[[ Data supplied, beginning ]]

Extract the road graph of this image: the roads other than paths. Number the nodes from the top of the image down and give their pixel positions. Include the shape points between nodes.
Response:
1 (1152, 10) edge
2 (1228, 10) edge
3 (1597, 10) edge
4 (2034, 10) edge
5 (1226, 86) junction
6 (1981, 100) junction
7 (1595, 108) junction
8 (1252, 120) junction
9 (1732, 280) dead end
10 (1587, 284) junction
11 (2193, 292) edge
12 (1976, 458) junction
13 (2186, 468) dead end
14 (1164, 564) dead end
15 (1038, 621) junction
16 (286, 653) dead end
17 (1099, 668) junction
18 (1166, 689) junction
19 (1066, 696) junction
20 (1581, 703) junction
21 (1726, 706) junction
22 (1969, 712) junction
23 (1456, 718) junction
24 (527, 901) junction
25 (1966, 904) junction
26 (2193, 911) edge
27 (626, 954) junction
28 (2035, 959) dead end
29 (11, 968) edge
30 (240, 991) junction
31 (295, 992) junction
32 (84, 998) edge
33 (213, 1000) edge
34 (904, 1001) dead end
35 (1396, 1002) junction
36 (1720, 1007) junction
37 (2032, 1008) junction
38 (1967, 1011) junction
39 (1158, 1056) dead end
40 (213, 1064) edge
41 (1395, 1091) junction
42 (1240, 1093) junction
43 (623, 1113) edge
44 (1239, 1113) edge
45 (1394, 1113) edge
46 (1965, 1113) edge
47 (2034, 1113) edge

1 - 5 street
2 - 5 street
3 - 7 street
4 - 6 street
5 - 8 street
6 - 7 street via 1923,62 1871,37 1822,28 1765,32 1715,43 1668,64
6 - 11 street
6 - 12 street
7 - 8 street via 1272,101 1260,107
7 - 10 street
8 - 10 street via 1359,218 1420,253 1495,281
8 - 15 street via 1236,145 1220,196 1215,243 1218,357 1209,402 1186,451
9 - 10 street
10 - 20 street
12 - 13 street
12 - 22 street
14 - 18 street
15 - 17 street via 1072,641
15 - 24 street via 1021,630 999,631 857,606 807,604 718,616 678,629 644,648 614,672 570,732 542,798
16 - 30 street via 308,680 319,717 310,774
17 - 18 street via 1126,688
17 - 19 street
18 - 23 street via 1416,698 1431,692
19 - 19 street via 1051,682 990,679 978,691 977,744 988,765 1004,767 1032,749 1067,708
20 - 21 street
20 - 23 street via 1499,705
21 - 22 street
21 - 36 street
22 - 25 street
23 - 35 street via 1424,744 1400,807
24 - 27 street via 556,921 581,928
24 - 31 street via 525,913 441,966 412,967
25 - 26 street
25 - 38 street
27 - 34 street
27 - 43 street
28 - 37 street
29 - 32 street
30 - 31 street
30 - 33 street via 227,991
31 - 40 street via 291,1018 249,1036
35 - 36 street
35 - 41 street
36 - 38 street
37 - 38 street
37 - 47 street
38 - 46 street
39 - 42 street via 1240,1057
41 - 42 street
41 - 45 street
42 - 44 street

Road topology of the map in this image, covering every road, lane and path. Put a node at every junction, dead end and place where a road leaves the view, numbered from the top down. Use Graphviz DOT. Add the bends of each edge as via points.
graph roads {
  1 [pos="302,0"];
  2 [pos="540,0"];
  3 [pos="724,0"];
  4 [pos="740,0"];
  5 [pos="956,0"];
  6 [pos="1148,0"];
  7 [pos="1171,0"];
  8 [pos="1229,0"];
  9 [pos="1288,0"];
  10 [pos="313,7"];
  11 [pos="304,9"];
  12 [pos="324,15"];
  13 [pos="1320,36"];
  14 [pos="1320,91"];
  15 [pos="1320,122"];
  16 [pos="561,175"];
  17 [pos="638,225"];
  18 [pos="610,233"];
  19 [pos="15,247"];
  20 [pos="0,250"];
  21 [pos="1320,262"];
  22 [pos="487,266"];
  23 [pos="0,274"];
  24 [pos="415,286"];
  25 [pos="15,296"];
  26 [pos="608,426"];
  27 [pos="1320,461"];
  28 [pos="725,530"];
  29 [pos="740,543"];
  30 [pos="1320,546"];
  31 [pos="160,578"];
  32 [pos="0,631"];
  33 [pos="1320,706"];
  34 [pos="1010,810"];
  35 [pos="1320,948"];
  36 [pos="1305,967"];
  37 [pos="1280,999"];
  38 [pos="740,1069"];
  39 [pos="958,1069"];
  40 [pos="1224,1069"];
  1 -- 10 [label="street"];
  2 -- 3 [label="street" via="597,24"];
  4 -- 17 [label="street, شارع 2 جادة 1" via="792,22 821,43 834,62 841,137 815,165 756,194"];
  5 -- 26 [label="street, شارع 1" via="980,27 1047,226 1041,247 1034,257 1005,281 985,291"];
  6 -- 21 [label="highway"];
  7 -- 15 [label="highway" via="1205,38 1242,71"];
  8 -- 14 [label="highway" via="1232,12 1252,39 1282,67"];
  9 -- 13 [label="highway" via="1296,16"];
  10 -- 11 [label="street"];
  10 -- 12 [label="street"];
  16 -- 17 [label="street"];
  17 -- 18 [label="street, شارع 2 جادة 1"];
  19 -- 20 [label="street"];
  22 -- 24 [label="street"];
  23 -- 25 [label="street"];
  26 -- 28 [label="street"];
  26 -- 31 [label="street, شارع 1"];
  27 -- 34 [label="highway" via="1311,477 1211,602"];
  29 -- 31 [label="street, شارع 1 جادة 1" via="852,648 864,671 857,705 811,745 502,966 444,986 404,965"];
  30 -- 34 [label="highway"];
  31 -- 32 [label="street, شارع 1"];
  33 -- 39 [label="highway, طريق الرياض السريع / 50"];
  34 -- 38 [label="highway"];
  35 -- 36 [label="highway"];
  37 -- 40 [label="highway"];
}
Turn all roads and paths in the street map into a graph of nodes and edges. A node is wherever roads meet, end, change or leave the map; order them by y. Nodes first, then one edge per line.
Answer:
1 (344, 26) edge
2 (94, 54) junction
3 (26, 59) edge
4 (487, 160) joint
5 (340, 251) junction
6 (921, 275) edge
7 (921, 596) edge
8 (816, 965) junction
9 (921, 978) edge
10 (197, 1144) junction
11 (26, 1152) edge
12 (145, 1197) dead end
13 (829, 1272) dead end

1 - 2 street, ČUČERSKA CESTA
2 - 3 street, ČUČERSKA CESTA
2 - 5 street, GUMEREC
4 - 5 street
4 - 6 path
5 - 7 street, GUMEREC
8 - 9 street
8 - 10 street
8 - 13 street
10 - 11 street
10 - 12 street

[[ Data supplied, end ]]

:: Aim of the task ::
The task calls for every line of the material that contains the string "ČUČERSKA".

:: Expected answer ::
1 - 2 street, ČUČERSKA CESTA
2 - 3 street, ČUČERSKA CESTA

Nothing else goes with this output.